A stye is a small red painful lump that grown at the base of your eyelash and these are often caused by a bacterial infection. The eyelid is often red and tender to touch, and the eye may feel sore and scratchy. Eyelid inflammation or blepharitis can result in a predisposition to getting styes and it is worth treating these conditions to prevent recurrence.
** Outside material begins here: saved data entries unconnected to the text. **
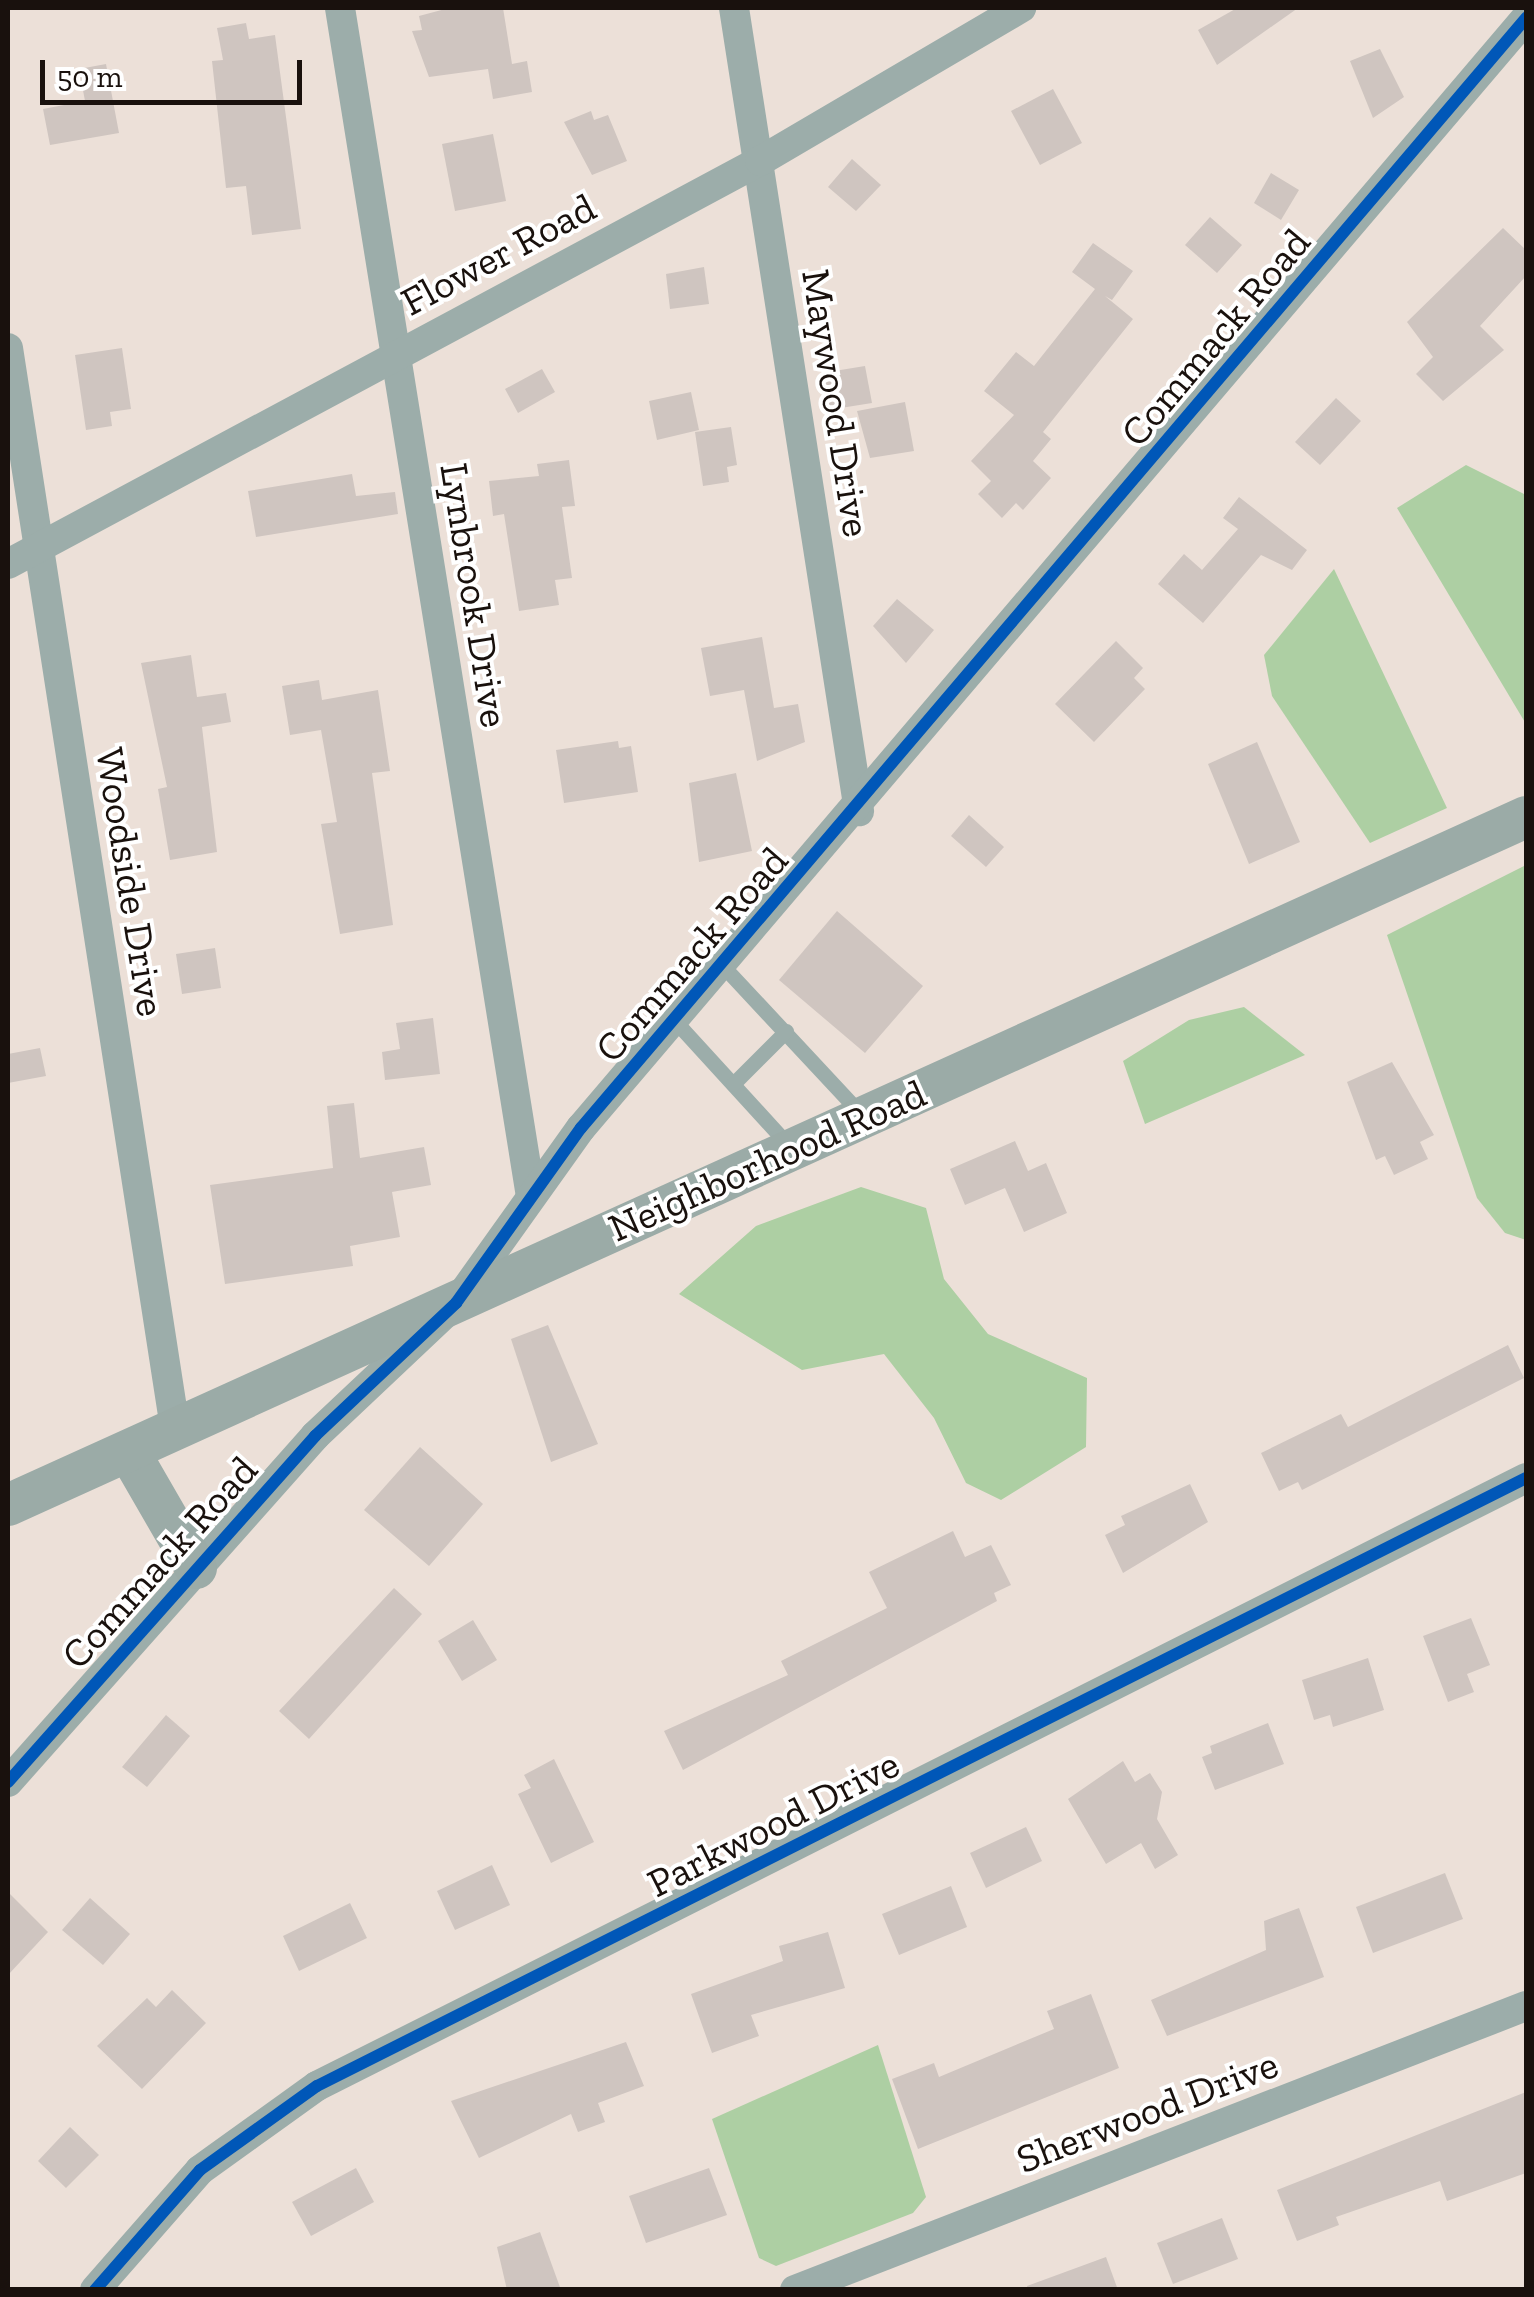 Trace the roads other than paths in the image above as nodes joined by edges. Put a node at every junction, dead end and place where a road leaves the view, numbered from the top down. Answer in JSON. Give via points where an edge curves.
{"nodes":[{"id":1,"x":340,"y":8,"type":"edge"},
{"id":2,"x":734,"y":8,"type":"edge"},
{"id":3,"x":1021,"y":8,"type":"edge"},
{"id":4,"x":1526,"y":18,"type":"edge"},
{"id":5,"x":760,"y":160,"type":"junction"},
{"id":6,"x":8,"y":348,"type":"edge"},
{"id":7,"x":396,"y":353,"type":"junction"},
{"id":8,"x":38,"y":547,"type":"junction"},
{"id":9,"x":8,"y":564,"type":"edge"},
{"id":10,"x":859,"y":811,"type":"junction"},
{"id":11,"x":1526,"y":817,"type":"edge"},
{"id":12,"x":723,"y":966,"type":"junction"},
{"id":13,"x":675,"y":1021,"type":"junction"},
{"id":14,"x":786,"y":1031,"type":"junction"},
{"id":15,"x":733,"y":1084,"type":"junction"},
{"id":16,"x":862,"y":1116,"type":"junction"},
{"id":17,"x":792,"y":1148,"type":"junction"},
{"id":18,"x":531,"y":1196,"type":"junction"},
{"id":19,"x":456,"y":1303,"type":"junction"},
{"id":20,"x":175,"y":1428,"type":"junction"},
{"id":21,"x":128,"y":1452,"type":"junction"},
{"id":22,"x":1526,"y":1478,"type":"edge"},
{"id":23,"x":8,"y":1506,"type":"edge"},
{"id":24,"x":196,"y":1568,"type":"junction"},
{"id":25,"x":8,"y":1782,"type":"edge"},
{"id":26,"x":1526,"y":2006,"type":"edge"},
{"id":27,"x":95,"y":2290,"type":"edge"},
{"id":28,"x":796,"y":2290,"type":"edge"}],
"edges":[{"from":1,"to":7,"type":"street","name":"Lynbrook Drive"},
{"from":2,"to":5,"type":"street","name":"Maywood Drive"},
{"from":3,"to":5,"type":"street","name":"Flower Road"},
{"from":4,"to":10,"type":"street","name":"Commack Road"},
{"from":5,"to":7,"type":"street","name":"Flower Road"},
{"from":5,"to":10,"type":"street","name":"Maywood Drive"},
{"from":6,"to":8,"type":"street","name":"Woodside Drive"},
{"from":7,"to":8,"type":"street","name":"Flower Road"},
{"from":7,"to":18,"type":"street","name":"Lynbrook Drive"},
{"from":8,"to":9,"type":"street","name":"Flower Road"},
{"from":8,"to":20,"type":"street","name":"Woodside Drive"},
{"from":10,"to":12,"type":"street","name":"Commack Road"},
{"from":11,"to":16,"type":"main road","name":"Neighborhood Road"},
{"from":12,"to":13,"type":"street","name":"Commack Road"},
{"from":12,"to":14,"type":"lane"},
{"from":13,"to":15,"type":"lane"},
{"from":13,"to":18,"type":"street","name":"Commack Road"},
{"from":14,"to":15,"type":"lane"},
{"from":14,"to":16,"type":"lane"},
{"from":15,"to":17,"type":"lane"},
{"from":16,"to":17,"type":"main road","name":"Neighborhood Road"},
{"from":17,"to":19,"type":"main road","name":"Neighborhood Road"},
{"from":18,"to":19,"type":"street","name":"Commack Road"},
{"from":19,"to":20,"type":"main road","name":"Neighborhood Road"},
{"from":19,"to":24,"type":"street","name":"Commack Road","via":[[315,1436]]},
{"from":20,"to":21,"type":"main road","name":"Neighborhood Road"},
{"from":21,"to":23,"type":"main road","name":"Neighborhood Road"},
{"from":21,"to":24,"type":"main road"},
{"from":22,"to":27,"type":"street","name":"Parkwood Drive","via":[[317,2086],[200,2170]]},
{"from":24,"to":25,"type":"street","name":"Commack Road"},
{"from":26,"to":28,"type":"street","name":"Sherwood Drive"}]}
Chalazion is a blocked oil gland or meibomian gland and may start as a stye or internal hordeolum. These tend not to be red and painful to start with and often appear as a pea size lump in the body of the eyelid. If they become large, they can press on the eye and cause your vision to become blurry.

Chalazion And Styes

Often both styes and chalazions can settle on their own and hot compresses are helpful as they help express the material from the glands. The heat melts away any blockage at the entrance of these glands. Hot compresses are best done by holding a clean flannel under hot water pressed firmly against the closed eye for 5 to 10 minutes, ideally 3-4 times a day. The warm compress helps to soften the contents of fluid filled swelling and the pressure helps express the contents.  Antibiotic ointments are not usually of benefit for a chalazion. However, if there is an acute red tender area as in a stye, then a course of antibiotic ointment may of some benefit. Ongoing cleaning of the eyelid with a weak solution of baby shampoo and warm water or over the counter eyelid wipes such as Blephaclean or Optase helps to remove grease and dead skin cells that can predispose to cyst formation.

Eyelid Cleaning

If the above conservative treatment has not helped, then a small operation can help to drain the contents of the cyst. This is usually done under local anaesthetic but can be done under general anaesthetic in children or in adults that may not tolerate this. A small cut is made on the inside of the eyelid and the contents of the cyst are removed with a curette. Antibiotic ointment is usually prescribed afterwards, and the results are normally excellent.

There is a chance for recurrence and hot compresses are helpful on an ongoing basis to reduce the change of recurrence.